== Aim of the task ==
Pick each line that has "hand" out of the records.

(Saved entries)
Content starts

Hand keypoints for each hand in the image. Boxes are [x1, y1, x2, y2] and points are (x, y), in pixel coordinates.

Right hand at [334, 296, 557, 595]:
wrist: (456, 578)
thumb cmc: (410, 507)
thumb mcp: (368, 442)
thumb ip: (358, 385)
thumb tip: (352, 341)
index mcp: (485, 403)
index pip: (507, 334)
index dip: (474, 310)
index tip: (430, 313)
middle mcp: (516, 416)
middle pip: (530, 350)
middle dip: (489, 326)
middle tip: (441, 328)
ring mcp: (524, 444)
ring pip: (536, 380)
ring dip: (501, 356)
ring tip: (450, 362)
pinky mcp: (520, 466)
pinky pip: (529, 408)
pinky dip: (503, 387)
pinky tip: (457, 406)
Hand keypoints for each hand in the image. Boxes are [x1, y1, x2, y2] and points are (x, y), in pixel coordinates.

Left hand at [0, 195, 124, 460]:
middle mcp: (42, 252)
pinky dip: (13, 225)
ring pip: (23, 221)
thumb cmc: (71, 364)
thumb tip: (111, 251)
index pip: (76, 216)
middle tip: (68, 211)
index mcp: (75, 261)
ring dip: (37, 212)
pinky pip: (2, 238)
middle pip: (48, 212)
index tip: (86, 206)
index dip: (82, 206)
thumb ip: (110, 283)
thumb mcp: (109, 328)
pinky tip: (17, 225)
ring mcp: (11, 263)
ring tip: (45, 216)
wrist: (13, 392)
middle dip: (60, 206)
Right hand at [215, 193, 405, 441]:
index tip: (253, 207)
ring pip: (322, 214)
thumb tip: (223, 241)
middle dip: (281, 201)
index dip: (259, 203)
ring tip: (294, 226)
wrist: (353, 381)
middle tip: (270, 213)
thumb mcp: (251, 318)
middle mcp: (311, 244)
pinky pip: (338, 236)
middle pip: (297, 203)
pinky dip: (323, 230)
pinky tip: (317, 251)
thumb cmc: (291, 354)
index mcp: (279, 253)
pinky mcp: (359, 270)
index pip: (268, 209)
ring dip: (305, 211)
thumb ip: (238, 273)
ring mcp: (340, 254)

Content ends

== Task solution ==
Hand keypoints for each hand in the image. Boxes are [x1, y1, x2, y2] and points are (x, y), in pixel coordinates.
Right hand at [334, 296, 557, 595]:
Hand keypoints for each hand in the image. Boxes are [x1, y1, x2, y2] and points are (x, y), in pixel coordinates.
Left hand at [0, 195, 124, 460]:
Right hand at [215, 193, 405, 441]:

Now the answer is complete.